I conti si faranno anche all’interno delle singole forze politiche, a destra a sinistra e al centro. Si faranno fra anime che erano già contrapposte o che si sono all’improvviso scoperte tali. All’interno di coalizioni e forze politiche tenute assieme dalla voglia-necessità di arrivare a fine legislatura.

Saranno tutti confronti impietosi e senza esclusione di colpi, già si sa: perchè questa ri-elezione del Presidente della Repubblica uscente ha lasciato sul terreno non pochi cadaveri. E altri ne lascerà.
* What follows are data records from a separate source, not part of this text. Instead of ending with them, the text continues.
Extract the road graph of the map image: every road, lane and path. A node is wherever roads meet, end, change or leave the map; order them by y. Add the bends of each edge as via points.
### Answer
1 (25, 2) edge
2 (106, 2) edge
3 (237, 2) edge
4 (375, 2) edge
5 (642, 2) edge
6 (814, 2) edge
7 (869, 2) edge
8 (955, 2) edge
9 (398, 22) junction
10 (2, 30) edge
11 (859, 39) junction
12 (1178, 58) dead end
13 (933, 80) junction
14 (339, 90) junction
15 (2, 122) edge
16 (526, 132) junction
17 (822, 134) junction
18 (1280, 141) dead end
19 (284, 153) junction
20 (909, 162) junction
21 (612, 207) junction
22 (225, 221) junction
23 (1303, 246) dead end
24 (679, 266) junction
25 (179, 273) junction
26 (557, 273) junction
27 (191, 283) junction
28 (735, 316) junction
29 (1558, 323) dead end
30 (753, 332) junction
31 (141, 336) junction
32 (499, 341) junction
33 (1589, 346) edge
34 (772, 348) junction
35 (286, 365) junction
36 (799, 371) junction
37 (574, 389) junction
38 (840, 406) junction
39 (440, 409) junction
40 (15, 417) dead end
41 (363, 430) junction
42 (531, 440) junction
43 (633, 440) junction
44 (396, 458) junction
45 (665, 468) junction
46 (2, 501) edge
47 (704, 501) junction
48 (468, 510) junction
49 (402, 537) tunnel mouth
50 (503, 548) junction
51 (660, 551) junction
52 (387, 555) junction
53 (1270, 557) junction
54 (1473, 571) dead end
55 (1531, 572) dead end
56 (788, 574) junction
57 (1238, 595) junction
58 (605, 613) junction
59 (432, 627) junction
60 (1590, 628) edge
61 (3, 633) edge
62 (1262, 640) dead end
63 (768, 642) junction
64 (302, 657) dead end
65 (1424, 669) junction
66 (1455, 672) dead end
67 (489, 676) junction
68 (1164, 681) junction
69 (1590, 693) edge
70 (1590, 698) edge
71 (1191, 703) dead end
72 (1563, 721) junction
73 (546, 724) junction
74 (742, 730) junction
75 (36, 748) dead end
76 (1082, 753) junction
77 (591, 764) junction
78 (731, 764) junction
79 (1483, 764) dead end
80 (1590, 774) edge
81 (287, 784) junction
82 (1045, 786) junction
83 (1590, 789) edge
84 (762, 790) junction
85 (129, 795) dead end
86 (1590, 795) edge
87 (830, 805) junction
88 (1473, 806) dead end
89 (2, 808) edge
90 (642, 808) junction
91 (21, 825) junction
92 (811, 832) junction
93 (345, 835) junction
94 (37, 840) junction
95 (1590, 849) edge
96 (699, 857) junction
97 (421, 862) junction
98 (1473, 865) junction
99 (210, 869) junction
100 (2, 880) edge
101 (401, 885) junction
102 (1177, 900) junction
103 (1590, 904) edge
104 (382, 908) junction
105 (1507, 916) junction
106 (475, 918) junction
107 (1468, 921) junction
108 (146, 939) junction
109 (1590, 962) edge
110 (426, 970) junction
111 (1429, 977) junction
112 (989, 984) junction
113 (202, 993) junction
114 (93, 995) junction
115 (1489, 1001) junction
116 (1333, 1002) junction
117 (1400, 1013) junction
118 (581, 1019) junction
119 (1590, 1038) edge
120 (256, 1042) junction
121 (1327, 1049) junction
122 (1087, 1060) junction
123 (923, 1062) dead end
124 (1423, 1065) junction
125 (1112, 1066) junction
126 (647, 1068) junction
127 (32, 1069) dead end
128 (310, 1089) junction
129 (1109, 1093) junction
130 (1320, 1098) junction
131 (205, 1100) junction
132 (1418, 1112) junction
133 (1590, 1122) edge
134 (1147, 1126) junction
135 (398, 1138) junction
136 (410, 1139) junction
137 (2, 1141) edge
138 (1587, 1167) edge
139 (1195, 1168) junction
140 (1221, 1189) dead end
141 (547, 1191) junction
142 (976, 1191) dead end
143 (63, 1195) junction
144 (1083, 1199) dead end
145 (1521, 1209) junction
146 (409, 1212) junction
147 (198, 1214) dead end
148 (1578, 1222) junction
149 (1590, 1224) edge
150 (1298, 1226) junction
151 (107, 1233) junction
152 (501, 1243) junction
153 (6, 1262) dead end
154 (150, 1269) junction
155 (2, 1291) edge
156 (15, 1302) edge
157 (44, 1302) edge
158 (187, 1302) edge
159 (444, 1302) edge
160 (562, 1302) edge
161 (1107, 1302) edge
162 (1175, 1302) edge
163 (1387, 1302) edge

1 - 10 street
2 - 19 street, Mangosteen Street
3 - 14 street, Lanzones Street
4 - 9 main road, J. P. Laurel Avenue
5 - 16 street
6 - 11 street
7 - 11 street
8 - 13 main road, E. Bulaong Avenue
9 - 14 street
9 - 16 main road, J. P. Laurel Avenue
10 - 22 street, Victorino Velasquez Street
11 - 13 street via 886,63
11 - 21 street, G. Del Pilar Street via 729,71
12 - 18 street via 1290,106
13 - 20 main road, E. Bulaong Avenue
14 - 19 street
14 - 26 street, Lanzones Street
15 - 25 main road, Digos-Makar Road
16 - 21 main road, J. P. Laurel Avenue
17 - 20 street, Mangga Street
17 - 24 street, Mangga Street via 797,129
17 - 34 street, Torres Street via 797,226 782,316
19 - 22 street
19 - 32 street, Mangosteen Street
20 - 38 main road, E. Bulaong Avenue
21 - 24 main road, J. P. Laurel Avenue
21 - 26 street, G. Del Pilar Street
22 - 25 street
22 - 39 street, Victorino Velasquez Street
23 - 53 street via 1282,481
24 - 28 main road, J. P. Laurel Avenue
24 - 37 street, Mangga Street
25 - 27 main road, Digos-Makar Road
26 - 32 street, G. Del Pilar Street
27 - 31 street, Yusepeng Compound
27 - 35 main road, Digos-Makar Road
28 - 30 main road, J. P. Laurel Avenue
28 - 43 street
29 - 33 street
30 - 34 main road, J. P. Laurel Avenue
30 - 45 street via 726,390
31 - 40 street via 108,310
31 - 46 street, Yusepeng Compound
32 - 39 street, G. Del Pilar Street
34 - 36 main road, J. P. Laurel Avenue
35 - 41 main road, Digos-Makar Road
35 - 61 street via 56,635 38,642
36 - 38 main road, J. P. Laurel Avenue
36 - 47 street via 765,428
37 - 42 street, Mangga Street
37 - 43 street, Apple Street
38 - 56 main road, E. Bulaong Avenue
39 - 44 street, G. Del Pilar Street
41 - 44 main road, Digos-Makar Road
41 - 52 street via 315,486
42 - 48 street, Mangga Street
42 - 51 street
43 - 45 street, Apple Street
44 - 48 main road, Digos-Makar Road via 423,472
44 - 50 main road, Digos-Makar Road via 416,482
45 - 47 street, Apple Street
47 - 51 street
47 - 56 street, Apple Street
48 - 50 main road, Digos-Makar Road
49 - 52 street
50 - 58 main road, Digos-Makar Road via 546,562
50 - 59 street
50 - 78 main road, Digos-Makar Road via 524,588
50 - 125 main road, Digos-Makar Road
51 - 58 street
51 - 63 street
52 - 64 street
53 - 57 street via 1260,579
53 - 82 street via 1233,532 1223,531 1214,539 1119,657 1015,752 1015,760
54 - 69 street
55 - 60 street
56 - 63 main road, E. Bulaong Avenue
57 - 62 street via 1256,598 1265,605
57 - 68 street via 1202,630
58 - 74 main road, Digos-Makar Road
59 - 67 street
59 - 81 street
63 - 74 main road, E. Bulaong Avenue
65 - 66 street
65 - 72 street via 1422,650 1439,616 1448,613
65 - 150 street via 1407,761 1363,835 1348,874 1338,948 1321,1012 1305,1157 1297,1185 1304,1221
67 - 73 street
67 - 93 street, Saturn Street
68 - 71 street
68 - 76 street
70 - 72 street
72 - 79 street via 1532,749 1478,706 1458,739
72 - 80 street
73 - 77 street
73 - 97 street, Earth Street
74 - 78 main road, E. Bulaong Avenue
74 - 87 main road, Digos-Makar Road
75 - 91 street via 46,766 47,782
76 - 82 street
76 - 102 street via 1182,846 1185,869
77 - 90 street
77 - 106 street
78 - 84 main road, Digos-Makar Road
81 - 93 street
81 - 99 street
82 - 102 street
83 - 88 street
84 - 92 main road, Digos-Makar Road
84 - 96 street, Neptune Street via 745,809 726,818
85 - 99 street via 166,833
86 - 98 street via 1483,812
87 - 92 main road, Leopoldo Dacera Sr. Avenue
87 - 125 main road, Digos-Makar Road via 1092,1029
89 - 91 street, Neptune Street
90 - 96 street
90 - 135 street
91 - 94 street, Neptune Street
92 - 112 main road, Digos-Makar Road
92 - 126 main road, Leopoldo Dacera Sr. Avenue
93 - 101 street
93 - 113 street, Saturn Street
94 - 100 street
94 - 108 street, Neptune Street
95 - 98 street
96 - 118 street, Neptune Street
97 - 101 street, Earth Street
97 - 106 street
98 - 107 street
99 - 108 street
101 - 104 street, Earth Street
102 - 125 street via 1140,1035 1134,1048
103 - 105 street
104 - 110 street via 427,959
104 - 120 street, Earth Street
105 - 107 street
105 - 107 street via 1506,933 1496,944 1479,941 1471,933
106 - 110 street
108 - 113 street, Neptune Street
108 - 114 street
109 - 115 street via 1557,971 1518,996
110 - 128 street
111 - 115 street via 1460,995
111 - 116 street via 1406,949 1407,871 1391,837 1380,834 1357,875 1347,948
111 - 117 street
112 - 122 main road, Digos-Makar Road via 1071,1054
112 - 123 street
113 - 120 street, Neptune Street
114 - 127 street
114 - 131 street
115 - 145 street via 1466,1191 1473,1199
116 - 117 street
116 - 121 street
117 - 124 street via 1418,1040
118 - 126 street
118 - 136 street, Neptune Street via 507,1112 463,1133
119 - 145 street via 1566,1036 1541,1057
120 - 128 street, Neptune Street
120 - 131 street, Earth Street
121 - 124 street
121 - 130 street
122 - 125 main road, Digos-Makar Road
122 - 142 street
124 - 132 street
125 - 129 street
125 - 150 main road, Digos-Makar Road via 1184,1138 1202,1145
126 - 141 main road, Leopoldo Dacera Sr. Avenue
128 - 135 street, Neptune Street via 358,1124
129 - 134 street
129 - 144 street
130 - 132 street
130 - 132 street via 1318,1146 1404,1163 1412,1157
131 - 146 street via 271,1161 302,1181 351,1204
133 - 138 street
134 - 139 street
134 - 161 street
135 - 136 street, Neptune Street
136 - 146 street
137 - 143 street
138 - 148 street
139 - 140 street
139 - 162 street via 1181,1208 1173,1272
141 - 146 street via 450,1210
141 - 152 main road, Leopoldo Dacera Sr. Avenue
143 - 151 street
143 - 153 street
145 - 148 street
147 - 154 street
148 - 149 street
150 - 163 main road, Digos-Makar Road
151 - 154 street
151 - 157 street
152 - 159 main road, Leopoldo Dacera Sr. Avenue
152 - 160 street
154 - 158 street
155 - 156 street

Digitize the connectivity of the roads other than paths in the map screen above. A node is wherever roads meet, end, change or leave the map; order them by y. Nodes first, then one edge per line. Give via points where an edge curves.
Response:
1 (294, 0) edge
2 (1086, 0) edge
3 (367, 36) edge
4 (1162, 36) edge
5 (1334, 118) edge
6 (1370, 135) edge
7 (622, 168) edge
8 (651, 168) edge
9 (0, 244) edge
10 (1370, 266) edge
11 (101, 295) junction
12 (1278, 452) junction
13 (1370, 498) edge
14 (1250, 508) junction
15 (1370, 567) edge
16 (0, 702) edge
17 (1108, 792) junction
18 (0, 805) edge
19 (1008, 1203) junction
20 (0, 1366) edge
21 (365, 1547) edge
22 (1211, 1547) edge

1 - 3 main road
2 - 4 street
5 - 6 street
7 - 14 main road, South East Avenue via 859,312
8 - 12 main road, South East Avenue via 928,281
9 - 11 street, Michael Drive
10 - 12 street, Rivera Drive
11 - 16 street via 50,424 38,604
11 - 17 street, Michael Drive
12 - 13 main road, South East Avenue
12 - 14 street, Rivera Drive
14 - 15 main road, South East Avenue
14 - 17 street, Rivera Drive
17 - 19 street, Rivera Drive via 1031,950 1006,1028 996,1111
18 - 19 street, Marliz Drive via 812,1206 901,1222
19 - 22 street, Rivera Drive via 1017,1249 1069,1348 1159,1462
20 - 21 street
E allora, a “quirinarie” archiviate, andiamo a vedere chi, in questo film che gli italiani hanno pesantemente fischiato, porta a casa il Razzie Award di peggior attore protagonista.

Andiamo a vedere, cioè, chi nella scalata al Quirinale ha perso, e cerchiamo di capire perchè è successo.

Quirinale, Mario Draghi non ce l’ha fatta

Saggezza popolare insegna che chi entra papa nel conclave, ne esce cardinale. Perciò non c’è dubbio, il perdente più perdente di tutti è proprio lui: il migliore fra i migliori.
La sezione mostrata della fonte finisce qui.